Name your reason for the demise of the daily -- Craigslist surely accelerated a trend that was well under way -- but there are plenty of reasons to be scared scatless when general-interest newspapers disappear.
This op-ed from The Wall Street Journal sums up a lot about the challenges "citizen journalists" trying to cover local events will face, at least initially. Over at The Corner, Mark Krikorian has echoed these thoughts.
There may be people who are passionate enough about local affairs (and who have lots of time on their hands) and are perfectly willing and capable of attending public hearings and reporting what happens.
But before bloggers or other online-only media can replace newspapers, they'll have to build reputations that inspire respect and even fear from public officials and corporate titans. Like it or not, there are advantages to working for organizations that can buy ink by the barrel. Amateurs won't have the same access to officials that professional journalists (even free-lancers working for established media organizations) do. An institution with the capacity of reaching several hundred thousand people a day in a concentrated market keep people in the public sphere minding their p's and q's. At least they'll return a reporter's phone call if they don't want to see their name on the front page in an unfavorable light when it's justified.
But bloggers may never have that influence. What mayor or council member or agency employee in his right mind would respond to a call or a question or an e-mail from an amateur? And what outlet would a whistleblower trust to break a story of corruption or malfeasance or other official misdeeds?

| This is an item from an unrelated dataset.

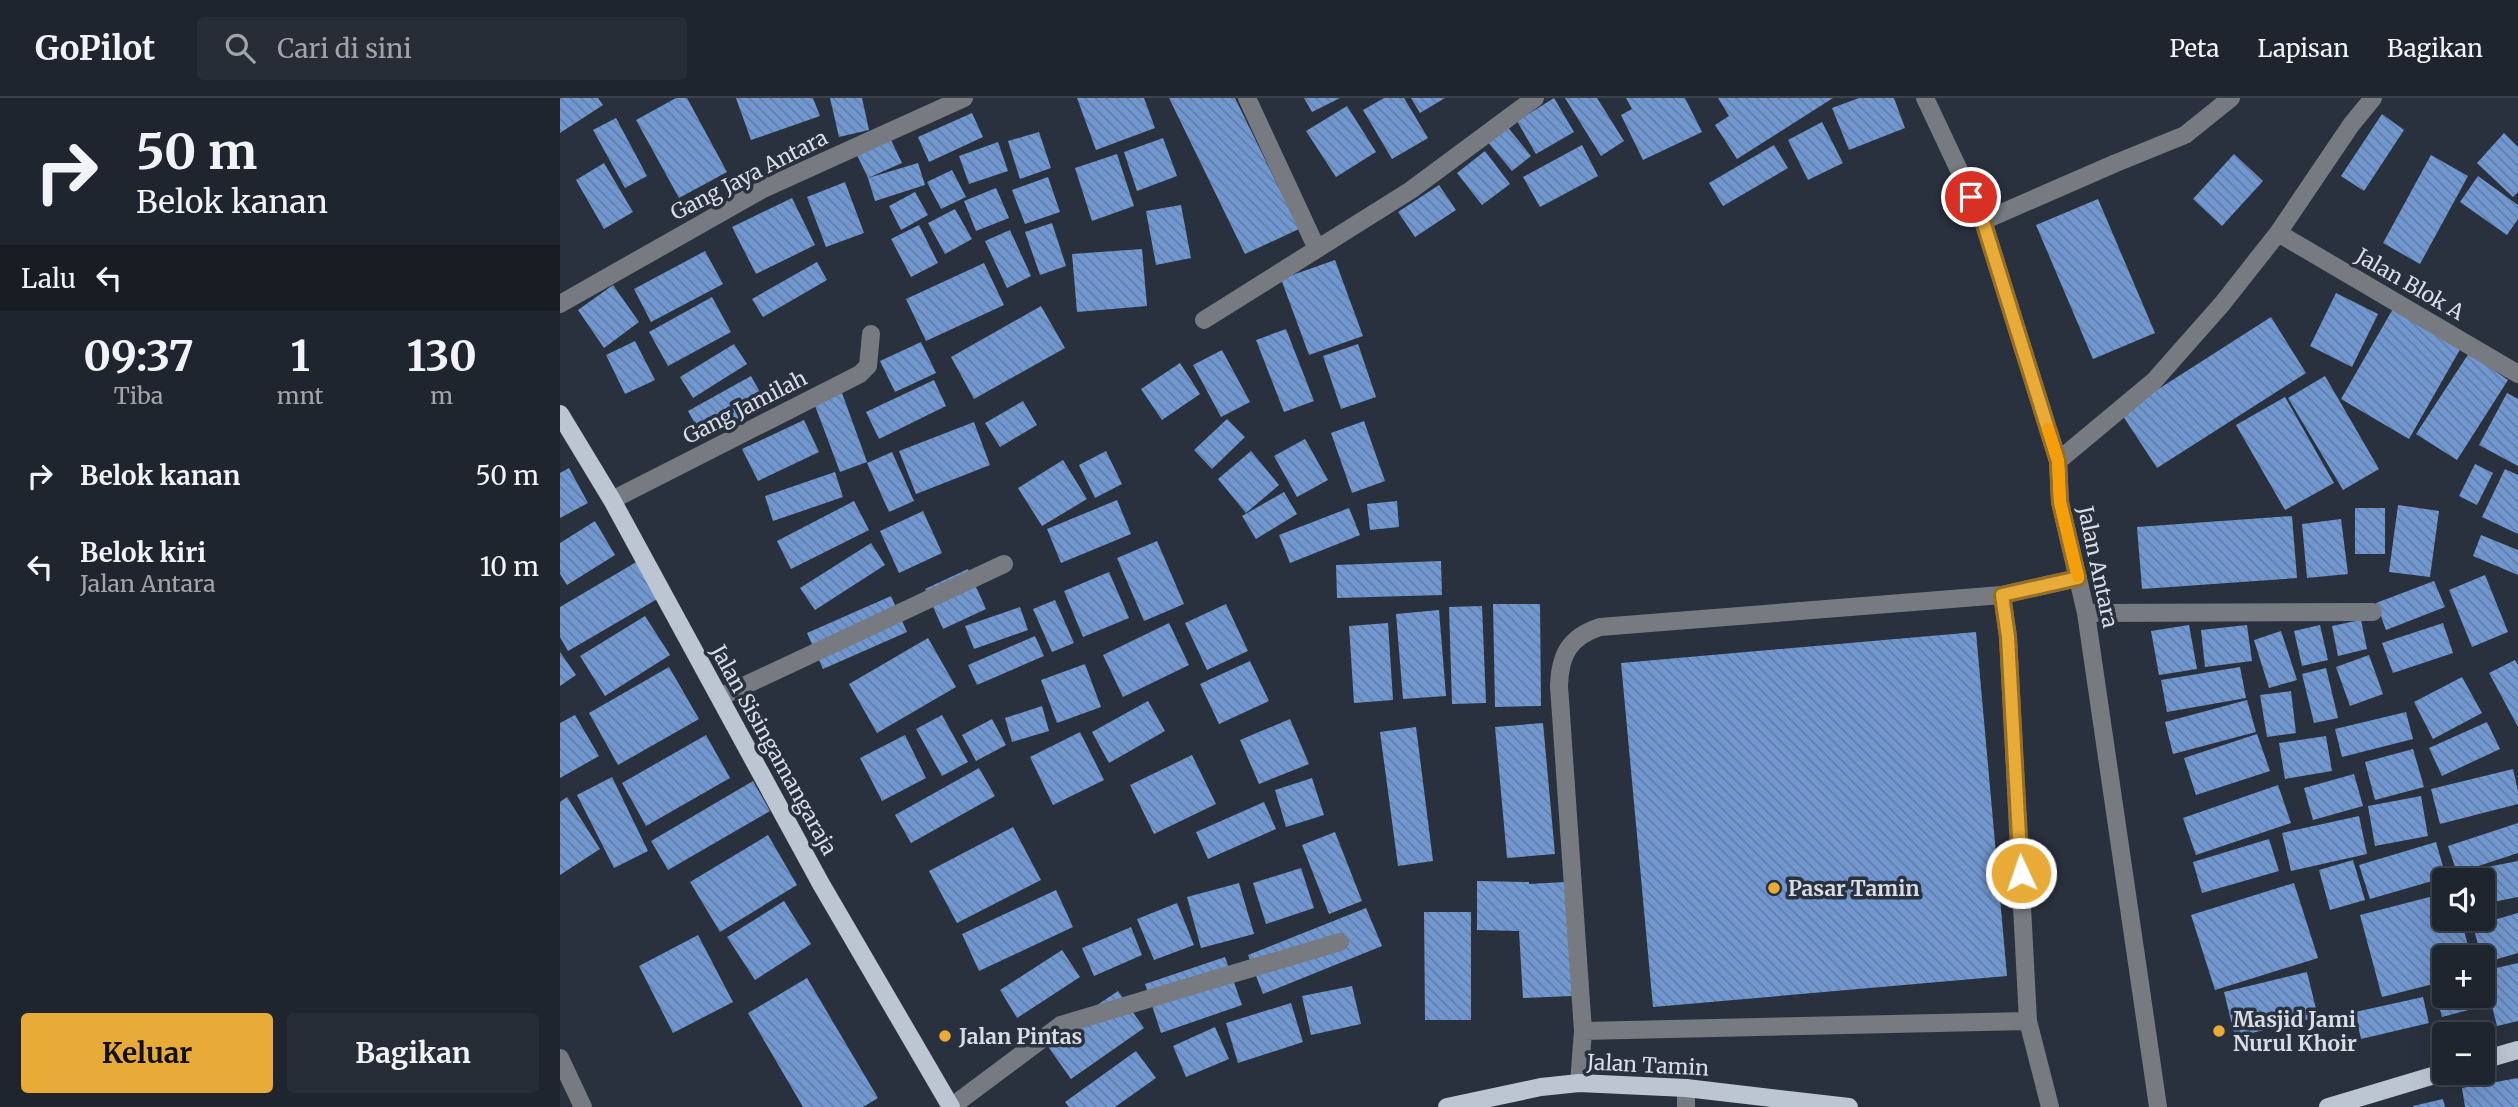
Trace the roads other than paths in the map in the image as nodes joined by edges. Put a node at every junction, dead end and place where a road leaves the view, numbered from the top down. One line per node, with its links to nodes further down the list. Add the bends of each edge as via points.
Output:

I'll concede that a local blogger who has built up credibility through his own efforts -- via celebrity or reputation or personal wealth -- may be able to create an institution that replaces the journalistic functions of the current daily newspaper. And perhaps that outlet can build a professional operation, even if it has a staff of one.
But any such outfits need financial support to be anything other than hobbies for part-timers with narrow interests. And as of now, I've not heard of a business model that makes an online news organization sustainable at the local level, even in a city the size of Denver.
I honestly hope that such business models are forthcoming. Heck, I'd be eager to participate in a startup like that. Because I know that a vacuum in news coverage will be toxic to the health of our political system.